Material for this exercise:
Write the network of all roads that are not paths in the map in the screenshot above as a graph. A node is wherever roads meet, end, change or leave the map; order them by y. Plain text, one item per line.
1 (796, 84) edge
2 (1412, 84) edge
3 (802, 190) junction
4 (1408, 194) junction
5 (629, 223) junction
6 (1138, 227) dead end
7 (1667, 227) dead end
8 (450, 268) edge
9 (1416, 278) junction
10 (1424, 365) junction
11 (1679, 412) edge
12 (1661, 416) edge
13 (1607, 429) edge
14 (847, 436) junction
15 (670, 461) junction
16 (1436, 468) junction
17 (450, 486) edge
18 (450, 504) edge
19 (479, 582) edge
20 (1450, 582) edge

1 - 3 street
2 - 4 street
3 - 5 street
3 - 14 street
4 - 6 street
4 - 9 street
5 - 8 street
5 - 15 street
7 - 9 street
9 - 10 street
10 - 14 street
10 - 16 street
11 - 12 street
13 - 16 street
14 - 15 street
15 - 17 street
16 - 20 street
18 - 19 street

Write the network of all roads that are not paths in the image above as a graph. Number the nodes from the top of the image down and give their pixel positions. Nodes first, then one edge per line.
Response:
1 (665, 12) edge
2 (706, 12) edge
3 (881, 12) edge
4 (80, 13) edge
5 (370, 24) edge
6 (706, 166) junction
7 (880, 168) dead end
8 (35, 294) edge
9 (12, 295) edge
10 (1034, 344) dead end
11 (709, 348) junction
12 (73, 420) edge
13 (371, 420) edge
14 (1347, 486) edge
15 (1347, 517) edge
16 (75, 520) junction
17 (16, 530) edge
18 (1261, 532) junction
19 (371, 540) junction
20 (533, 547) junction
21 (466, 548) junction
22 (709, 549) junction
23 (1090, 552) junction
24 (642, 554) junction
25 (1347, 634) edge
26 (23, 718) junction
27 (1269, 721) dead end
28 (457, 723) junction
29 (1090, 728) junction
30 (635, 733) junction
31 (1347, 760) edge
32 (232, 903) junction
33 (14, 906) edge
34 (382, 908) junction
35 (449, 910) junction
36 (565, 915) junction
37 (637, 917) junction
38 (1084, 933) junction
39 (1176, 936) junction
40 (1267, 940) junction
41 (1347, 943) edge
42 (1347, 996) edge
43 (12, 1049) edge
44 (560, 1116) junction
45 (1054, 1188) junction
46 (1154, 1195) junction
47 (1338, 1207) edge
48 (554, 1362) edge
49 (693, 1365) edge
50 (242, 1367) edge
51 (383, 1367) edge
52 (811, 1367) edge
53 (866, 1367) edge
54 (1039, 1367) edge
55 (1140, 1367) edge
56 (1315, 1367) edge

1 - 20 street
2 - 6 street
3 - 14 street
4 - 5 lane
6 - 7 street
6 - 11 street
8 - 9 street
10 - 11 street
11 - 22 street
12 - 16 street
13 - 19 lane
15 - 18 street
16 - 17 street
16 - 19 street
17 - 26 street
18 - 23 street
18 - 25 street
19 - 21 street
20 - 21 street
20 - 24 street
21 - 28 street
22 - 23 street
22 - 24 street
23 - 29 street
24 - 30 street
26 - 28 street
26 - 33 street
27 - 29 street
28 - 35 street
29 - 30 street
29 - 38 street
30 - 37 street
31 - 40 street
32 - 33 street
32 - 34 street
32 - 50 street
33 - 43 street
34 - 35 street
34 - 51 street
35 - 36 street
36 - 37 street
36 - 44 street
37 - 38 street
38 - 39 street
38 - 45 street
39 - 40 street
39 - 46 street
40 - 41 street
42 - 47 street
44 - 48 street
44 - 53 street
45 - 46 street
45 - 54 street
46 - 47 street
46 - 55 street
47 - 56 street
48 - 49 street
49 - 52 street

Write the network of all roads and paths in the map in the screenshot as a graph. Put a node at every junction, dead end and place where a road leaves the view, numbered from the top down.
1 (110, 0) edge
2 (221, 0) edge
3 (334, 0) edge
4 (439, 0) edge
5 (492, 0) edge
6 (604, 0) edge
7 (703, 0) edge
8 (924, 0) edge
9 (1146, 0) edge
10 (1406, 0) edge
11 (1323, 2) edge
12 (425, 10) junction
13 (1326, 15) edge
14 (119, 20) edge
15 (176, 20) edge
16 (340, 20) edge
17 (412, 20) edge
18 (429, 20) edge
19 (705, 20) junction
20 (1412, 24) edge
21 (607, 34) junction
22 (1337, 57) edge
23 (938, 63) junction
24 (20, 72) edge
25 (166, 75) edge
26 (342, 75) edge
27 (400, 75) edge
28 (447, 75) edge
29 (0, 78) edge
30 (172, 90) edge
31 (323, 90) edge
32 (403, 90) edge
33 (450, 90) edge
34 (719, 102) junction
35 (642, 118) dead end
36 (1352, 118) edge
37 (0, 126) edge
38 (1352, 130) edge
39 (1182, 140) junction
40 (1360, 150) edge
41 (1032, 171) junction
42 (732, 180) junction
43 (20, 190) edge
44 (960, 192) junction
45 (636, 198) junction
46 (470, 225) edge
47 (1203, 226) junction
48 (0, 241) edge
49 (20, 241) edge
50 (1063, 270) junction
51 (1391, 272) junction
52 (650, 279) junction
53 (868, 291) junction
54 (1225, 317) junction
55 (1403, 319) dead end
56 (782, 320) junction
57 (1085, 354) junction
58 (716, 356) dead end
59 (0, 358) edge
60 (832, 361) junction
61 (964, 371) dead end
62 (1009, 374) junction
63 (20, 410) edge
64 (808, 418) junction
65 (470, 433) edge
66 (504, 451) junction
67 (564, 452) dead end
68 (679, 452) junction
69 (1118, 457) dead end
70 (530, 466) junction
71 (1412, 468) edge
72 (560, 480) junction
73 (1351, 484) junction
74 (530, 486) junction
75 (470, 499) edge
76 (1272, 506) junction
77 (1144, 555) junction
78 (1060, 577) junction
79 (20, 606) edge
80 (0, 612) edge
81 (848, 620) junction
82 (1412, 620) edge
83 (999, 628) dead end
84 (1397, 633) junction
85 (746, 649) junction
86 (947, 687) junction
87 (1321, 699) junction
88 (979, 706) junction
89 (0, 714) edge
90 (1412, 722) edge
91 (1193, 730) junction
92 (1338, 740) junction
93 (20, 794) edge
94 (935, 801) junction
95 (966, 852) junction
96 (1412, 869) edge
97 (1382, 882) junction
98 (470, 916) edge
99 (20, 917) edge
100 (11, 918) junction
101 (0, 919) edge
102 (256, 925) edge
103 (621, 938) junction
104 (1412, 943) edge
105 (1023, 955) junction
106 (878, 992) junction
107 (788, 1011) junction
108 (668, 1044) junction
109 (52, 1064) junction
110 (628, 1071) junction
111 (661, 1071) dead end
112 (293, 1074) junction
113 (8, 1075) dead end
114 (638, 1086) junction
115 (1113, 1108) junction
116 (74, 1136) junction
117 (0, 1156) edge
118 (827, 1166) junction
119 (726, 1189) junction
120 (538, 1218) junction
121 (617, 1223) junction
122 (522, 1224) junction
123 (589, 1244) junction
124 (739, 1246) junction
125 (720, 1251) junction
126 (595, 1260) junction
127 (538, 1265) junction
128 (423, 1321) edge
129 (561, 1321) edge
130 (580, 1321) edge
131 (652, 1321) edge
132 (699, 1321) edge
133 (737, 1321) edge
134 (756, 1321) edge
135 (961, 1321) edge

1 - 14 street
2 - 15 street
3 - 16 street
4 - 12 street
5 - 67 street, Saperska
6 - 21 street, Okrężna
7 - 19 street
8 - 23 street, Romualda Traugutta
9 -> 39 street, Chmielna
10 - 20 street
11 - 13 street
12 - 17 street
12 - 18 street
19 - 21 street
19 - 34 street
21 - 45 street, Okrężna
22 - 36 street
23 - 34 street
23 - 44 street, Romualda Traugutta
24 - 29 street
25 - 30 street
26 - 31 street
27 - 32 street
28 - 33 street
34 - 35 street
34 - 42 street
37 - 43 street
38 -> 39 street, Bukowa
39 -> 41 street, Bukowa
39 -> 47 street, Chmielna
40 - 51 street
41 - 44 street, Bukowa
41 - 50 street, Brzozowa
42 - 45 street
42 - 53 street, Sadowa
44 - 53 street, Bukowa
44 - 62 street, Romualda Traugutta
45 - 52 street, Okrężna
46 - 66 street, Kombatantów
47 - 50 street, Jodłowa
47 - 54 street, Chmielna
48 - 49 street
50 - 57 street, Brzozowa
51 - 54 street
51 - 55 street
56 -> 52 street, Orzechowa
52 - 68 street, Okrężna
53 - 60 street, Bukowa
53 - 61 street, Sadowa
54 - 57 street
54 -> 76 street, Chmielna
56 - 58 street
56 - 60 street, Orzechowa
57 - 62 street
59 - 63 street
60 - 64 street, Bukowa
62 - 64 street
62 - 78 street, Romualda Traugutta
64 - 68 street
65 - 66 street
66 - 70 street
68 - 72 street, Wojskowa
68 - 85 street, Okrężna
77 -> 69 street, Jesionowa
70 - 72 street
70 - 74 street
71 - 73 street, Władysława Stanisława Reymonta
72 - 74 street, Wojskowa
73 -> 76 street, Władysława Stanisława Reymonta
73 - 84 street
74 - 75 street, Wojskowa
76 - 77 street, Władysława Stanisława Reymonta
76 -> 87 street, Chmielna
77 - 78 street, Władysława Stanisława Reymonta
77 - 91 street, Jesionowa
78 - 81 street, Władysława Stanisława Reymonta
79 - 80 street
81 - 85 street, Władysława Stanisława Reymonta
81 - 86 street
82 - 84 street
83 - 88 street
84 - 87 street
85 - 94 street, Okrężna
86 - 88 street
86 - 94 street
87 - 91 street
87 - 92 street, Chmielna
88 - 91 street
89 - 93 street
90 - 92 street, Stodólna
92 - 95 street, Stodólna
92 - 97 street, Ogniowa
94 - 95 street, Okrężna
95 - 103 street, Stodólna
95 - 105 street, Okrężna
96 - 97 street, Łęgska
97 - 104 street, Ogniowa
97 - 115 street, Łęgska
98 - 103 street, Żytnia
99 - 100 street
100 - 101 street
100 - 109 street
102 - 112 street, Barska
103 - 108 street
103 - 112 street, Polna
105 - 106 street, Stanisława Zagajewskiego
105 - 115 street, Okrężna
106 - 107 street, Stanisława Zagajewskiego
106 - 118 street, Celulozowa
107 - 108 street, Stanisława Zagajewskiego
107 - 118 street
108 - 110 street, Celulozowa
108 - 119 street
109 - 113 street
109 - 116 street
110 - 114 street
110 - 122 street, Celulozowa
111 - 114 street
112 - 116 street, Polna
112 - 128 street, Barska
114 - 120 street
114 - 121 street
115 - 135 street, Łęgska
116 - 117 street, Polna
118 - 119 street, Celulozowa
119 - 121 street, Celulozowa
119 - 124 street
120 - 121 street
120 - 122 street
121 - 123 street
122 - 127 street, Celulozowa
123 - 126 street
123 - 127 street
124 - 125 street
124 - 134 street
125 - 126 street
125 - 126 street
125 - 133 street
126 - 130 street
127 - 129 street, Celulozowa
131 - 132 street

Exercise prompt: In the data above, which lines have "Traugutta"? Report each of them.

Answer box:
8 - 23 street, Romualda Traugutta
23 - 44 street, Romualda Traugutta
44 - 62 street, Romualda Traugutta
62 - 78 street, Romualda Traugutta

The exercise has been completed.